BERTの基本

データの準備

from transformers import AutoTokenizer
from torch.utils.data import TensorDataset, DataLoader, SequentialSampler, RandomSampler

def read_file(filepath,label_mapping):
    df = pd.read_csv(filepath,names=('labels', 'sentence'))
    temp_labels = [label_mapping[temp]  for temp in df['labels'].to_list()]
    #print(temp_labels)
    df['label']=temp_labels
    print(df)    
    return df

def make_dataset(df):
    tokenizer = AutoTokenizer.from_pretrained("cl-tohoku/bert-base-japanese-v2")
    encoding = tokenizer(df['sentence'].tolist(), return_tensors='pt', padding=True, truncation=True, max_length=512)
    #print ("3 toekn=", tokenizer.convert_ids_to_tokens([3])) [SEP]
    input_ids = encoding['input_ids']
    attention_mask = encoding['attention_mask']
    train_labels = torch.tensor(df['label'].tolist())
    #データセット作成
    dataset = TensorDataset(input_ids, attention_mask, train_labels)
    return dataset

def make_dataloader(dataset,batch_size):
    dataloader=DataLoader(
        dataset,
        sampler = RandomSampler(dataset),
        batch_size = batch_size
    )
    return dataloader


train_file = '../data/train.csv'
train_df = read_file(train_file,label_mapping)
train_dataset = make_dataset(train_df)
train_dataloader = make_dataloader(train_dataset,batch_size)

モデルの定義

self.bertにはattention_maskを明示的に入力することができるが、今回はinput_idsのみ入力する。

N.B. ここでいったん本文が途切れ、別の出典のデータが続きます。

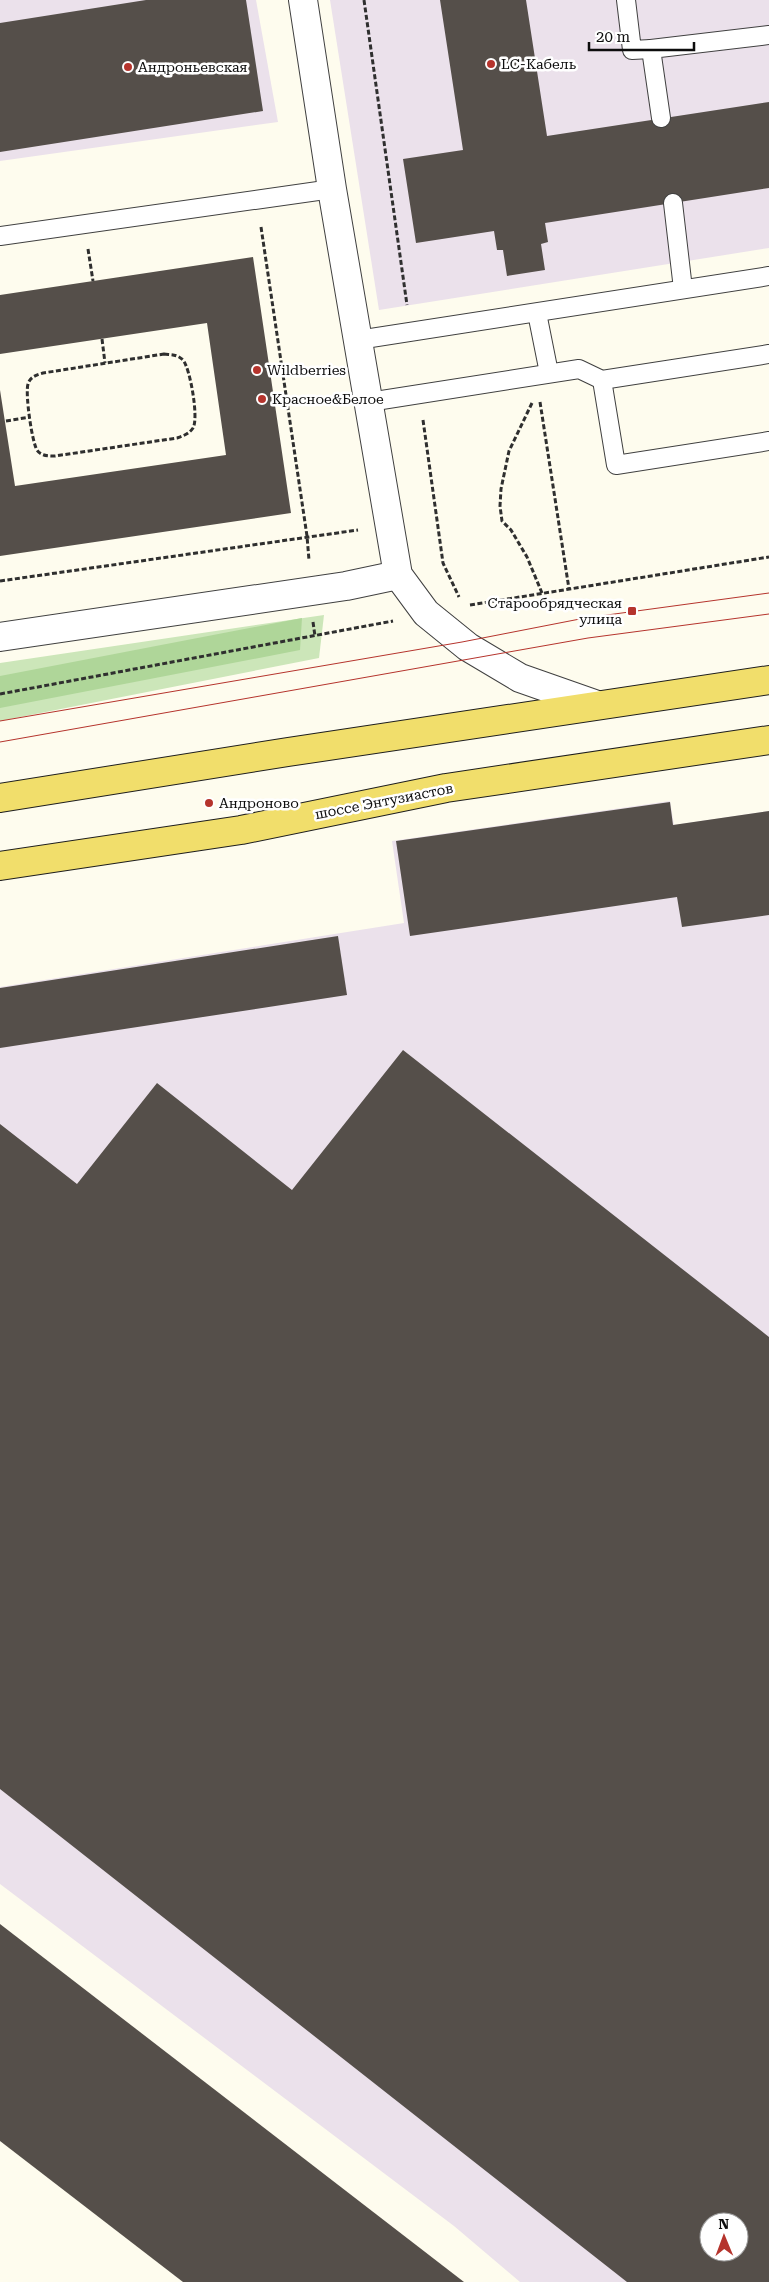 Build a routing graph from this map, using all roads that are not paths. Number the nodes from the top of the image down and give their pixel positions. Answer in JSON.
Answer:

from transformers import BertModel
import torch
from torch import nn

class BertForClassification(nn.Module):
    '''3 class classifiction model based on BERT model for author recognition of Japanese novels'''

    def __init__(self):
        super(BertForClassification, self).__init__()

        # BERT
        self.bert = BertModel.from_pretrained('cl-tohoku/bert-base-japanese-v2')

        # add one linear layer to the first token corresponding to [CLS] at the final layer 
        # BERT final layer 768 dimension x 512 tokens
        # the added linear layer has 3 units (that means 3 category classification)
        self.classifier = nn.Linear(in_features=768, out_features=3)

        # initalizing weights and bias
        nn.init.normal_(self.classifier.weight, std=0.02)
        nn.init.normal_(self.classifier.bias, 0)

    def forward(self, input_ids): #defining network 
        '''
        input_ids: [batch_size, sequence_length] (token ids of texts)
        '''

        # defining forward network using BERT outputs
        result = self.bert(input_ids)  # result contains "sequence_output" and "pooled_output"

        # get first token embedding from the "sequence_output"
        sequence_output = result[0]  # The 0 postion indicates "sequence_output" is [batch, length, hidden_size]
        cls_emb = sequence_output[:, 0] # # get the first token embedding (corresponding to [CLS] token) from the sequence_output
        output = self.classifier(cls_emb)  # apply final one layer 

        return output

学習パラメータと学習率の設定

def parameter_setting(model):
    # 1. first, gradient options are set to False
    for param in model.parameters():
        param.requires_grad = False

    # 2. To train the weights in the final 4 layers BertLayer module,
    #    their gradient options are set to Trule
    for param in model.bert.encoder.layer[-1].parameters():
        param.requires_grad = True

    # 3. The final layer's weights should be trained. Then, gradient option is set to them. 
    for param in model.classifier.parameters():
        param.requires_grad = True

def set_optimizer(model):
    # steps of optimization are defined depending on the layers. f
    # In the weights of BERT, the steps of optimization should be small, instead,
    # the added final layer should take a little larger step in optimization. 
    optimizer = optim.Adam([
     {'params': model.bert.encoder.layer[-1].parameters(), 'lr': 5e-5},
        {'params': model.classifier.parameters(), 'lr': 1e-4}
    ])
    return optimizer

その他

基本的なパーツは上記の通りだが、これらの関数の実行とTrainループの修正が必要となるので、うまく動くように実装すること。